The instance for mysql-innodb-cluster uses m1.small with 2 GiB RAM, 20 GiB disk, and 1 VCPU.

Revision history for this message

John Lettman (jplettman) wrote on 2021-08-03:

juju-crashdump-93ea4617-97ed-420e-b443-e366c2aa5627.tar.xz Edit (29.1 MiB, application/x-tar)

Attached: juju-crashdump (other machines removed for size)

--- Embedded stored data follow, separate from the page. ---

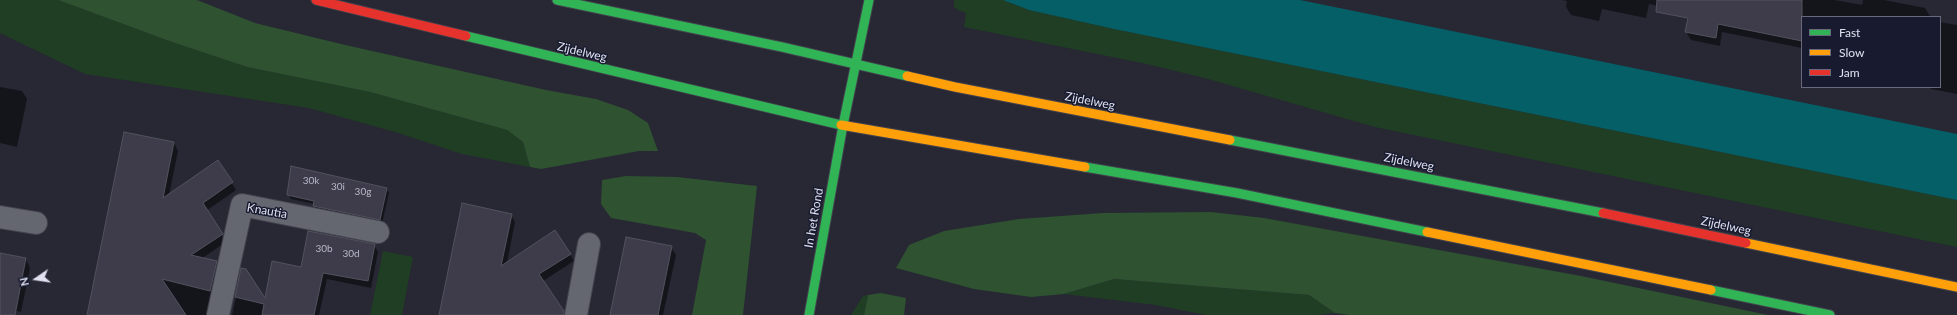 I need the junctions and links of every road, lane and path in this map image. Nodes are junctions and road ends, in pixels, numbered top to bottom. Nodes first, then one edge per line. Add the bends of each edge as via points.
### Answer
1 (316, 0) edge
2 (557, 0) edge
3 (869, 0) edge
4 (855, 64) junction
5 (843, 125) junction
6 (0, 217) edge
7 (36, 223) dead end
8 (378, 232) dead end
9 (589, 244) dead end
10 (1957, 287) edge
11 (218, 315) edge
12 (576, 315) edge
13 (809, 315) edge
14 (1830, 315) edge

1 - 5 main road, Zijdelweg
2 - 4 main road, Zijdelweg
3 - 4 main road
4 - 5 main road
4 - 10 main road, Zijdelweg via 955,87 1538,199
5 - 13 main road, In het Rond
5 - 14 main road, Zijdelweg via 1237,193
6 - 7 street
8 - 11 street, Knautia via 242,206
9 - 12 street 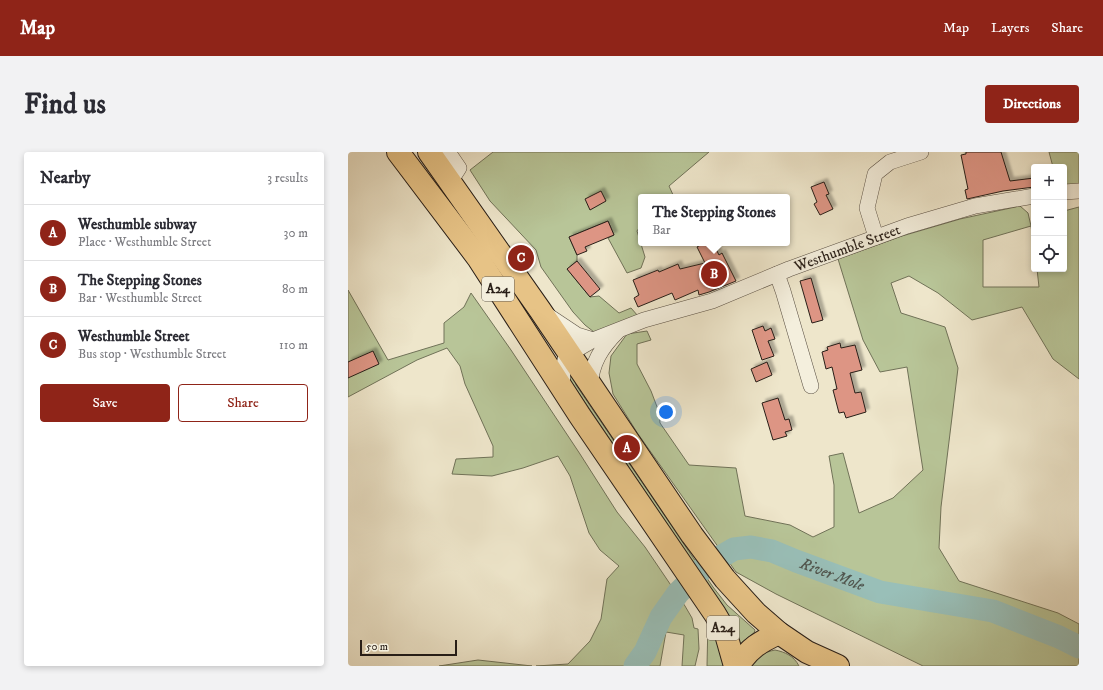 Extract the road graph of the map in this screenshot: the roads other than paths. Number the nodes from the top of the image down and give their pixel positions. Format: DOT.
graph roads {
  1 [pos="398,152"];
  2 [pos="429,152"];
  3 [pos="448,152"];
  4 [pos="921,152"];
  5 [pos="450,182"];
  6 [pos="1079,190"];
  7 [pos="1067,192"];
  8 [pos="1031,197"];
  9 [pos="876,237"];
  10 [pos="777,274"];
  11 [pos="540,310"];
  12 [pos="619,330"];
  13 [pos="593,340"];
  14 [pos="569,354"];
  15 [pos="590,385"];
  16 [pos="811,386"];
  17 [pos="562,388"];
  18 [pos="779,634"];
  19 [pos="808,659"];
  20 [pos="736,666"];
  21 [pos="838,666"];
  1 -- 17 [label="highway, A24"];
  2 -- 5 [label="highway, A24"];
  3 -- 5 [label="street"];
  4 -- 9 [label="street"];
  5 -- 11 [label="highway, A24"];
  6 -- 7 [label="street"];
  8 -- 9 [label="street, Westhumble Street"];
  9 -- 10 [label="street, Westhumble Street"];
  10 -- 12 [label="street, Westhumble Street"];
  10 -- 16 [label="street"];
  11 -- 13 [label="street"];
  11 -- 14 [label="highway, A24"];
  12 -- 13 [label="street, Westhumble Street"];
  12 -- 15 [label="street, Westhumble Street"];
  13 -- 14 [label="street, Westhumble Street"];
  14 -- 15 [label="highway, A24"];
  14 -- 17 [label="street"];
  15 -- 18 [label="highway, A24"];
  17 -- 20 [label="highway, A24"];
  18 -- 19 [label="highway"];
  18 -- 20 [label="highway"];
  19 -- 21 [label="highway"];
}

Revision history for this message

Alex Kavanagh (ajkavanagh) wrote on 2021-08-10:

If the OOM was activated, was snapd failing due to being OOM. i.e. I wonder if 2 GiB is enough to run mysql in clustered mode. I think 4 GiB is the minimum for a clustered server, with 2 GiB for a standalone (although it's hard verify that against the Oracle docs).

Revision history for this message

Alex Kavanagh (ajkavanagh) wrote on 2021-08-10:

Please could you retest on a 4GiB instance?